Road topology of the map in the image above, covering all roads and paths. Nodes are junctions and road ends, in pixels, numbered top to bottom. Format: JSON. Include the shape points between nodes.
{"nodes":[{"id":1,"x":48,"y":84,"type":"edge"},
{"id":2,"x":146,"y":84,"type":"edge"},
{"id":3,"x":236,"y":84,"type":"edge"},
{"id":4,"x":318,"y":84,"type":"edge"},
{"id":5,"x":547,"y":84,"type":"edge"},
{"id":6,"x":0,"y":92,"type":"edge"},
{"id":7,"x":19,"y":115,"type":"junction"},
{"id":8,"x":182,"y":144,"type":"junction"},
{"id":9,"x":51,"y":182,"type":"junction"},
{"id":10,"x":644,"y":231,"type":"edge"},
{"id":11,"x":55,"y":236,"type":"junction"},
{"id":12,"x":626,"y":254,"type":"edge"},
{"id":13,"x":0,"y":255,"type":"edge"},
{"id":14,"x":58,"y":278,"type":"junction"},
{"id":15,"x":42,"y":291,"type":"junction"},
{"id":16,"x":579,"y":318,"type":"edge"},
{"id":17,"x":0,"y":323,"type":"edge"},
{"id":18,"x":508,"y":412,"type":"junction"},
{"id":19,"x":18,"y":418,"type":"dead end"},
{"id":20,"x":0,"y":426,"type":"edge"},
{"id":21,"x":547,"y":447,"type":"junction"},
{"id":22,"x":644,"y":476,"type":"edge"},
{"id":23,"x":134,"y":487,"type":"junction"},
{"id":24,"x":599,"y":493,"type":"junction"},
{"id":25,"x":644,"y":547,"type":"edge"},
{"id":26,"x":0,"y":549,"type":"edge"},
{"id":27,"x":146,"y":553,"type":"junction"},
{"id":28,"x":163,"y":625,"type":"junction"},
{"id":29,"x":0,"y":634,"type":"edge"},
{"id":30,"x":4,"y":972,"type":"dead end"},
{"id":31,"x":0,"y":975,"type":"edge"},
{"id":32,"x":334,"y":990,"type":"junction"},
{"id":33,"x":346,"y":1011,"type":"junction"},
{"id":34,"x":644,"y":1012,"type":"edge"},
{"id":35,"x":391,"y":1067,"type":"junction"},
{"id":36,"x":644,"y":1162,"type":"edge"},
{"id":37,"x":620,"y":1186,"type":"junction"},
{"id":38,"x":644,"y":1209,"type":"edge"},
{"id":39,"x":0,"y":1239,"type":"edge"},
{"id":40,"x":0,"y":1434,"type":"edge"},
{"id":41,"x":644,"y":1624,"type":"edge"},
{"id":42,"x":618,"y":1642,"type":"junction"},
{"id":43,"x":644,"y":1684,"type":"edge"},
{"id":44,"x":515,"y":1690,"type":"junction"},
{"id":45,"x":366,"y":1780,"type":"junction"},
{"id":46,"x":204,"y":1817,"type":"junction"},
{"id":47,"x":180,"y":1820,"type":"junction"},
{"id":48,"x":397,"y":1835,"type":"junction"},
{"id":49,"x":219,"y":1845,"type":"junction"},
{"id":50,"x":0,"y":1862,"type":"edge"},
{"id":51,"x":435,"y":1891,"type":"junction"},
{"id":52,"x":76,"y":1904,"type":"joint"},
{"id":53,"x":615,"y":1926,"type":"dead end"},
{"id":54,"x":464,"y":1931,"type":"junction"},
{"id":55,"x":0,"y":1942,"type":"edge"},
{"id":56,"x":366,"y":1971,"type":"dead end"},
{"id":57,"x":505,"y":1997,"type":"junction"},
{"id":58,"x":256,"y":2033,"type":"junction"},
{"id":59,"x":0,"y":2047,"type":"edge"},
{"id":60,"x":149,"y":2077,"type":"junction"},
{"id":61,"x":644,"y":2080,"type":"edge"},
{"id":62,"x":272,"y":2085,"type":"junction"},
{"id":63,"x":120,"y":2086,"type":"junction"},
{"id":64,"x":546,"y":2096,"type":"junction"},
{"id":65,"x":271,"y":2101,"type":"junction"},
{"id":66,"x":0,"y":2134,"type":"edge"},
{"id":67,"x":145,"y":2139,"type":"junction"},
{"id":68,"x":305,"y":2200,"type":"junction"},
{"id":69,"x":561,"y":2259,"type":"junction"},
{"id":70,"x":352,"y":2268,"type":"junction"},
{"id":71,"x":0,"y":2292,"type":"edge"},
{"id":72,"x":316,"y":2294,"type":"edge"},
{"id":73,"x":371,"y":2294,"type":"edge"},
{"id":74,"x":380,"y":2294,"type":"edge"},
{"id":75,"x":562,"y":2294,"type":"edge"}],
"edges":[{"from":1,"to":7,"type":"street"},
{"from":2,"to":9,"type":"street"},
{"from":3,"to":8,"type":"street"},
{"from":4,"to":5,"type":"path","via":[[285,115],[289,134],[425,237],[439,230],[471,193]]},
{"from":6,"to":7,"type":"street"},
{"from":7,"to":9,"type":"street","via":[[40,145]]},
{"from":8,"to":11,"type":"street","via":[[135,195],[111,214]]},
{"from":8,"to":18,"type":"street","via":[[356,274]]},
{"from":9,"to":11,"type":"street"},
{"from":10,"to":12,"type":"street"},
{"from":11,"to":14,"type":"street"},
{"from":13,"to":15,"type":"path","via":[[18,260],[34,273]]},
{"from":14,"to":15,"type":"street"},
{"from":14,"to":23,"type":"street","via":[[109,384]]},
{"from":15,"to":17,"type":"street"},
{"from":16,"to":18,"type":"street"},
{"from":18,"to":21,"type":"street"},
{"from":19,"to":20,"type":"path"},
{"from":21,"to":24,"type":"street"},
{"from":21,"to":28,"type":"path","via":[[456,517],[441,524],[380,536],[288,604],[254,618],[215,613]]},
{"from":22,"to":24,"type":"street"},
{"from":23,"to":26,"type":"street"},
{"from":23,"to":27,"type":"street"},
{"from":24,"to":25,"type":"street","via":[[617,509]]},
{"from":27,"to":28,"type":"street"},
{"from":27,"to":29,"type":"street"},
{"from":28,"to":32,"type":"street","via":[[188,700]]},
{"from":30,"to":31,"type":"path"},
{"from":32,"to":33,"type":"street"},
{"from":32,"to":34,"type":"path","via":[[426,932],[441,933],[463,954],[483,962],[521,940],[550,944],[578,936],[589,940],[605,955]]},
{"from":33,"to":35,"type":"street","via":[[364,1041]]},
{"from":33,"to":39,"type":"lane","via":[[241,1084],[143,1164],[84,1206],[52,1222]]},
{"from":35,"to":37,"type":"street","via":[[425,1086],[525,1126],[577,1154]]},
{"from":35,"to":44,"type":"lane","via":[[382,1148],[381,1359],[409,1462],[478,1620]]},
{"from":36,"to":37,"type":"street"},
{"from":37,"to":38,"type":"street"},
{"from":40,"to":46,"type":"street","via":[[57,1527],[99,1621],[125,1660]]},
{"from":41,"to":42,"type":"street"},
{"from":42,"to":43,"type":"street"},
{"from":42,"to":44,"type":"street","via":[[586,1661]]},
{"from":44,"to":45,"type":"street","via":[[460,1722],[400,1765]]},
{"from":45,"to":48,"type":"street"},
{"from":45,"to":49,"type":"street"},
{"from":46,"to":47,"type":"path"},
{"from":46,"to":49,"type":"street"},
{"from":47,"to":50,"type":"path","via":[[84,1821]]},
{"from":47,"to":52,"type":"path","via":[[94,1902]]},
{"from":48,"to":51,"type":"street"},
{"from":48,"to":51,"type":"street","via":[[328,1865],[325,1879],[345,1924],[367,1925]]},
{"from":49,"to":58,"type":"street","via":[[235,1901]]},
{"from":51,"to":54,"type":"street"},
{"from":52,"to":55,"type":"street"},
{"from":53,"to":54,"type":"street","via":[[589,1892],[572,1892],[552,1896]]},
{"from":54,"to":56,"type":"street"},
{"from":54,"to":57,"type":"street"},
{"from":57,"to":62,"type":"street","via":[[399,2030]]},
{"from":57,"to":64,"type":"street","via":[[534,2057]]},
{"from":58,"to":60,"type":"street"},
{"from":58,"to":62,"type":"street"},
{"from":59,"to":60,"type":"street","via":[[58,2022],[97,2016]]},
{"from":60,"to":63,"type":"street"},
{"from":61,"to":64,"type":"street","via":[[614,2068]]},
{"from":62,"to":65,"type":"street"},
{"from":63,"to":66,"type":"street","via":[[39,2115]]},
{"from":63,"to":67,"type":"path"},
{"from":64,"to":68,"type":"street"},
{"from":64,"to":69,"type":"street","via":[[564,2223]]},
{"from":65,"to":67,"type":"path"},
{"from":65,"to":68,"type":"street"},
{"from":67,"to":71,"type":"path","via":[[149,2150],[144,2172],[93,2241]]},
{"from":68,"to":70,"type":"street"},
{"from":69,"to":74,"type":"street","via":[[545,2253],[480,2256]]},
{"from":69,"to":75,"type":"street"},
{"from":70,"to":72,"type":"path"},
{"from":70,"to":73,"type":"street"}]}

====

* Task prompt:
Count every line in the data that contains the word "lane", then give that count and nothing else.

* Output of the exercise:
2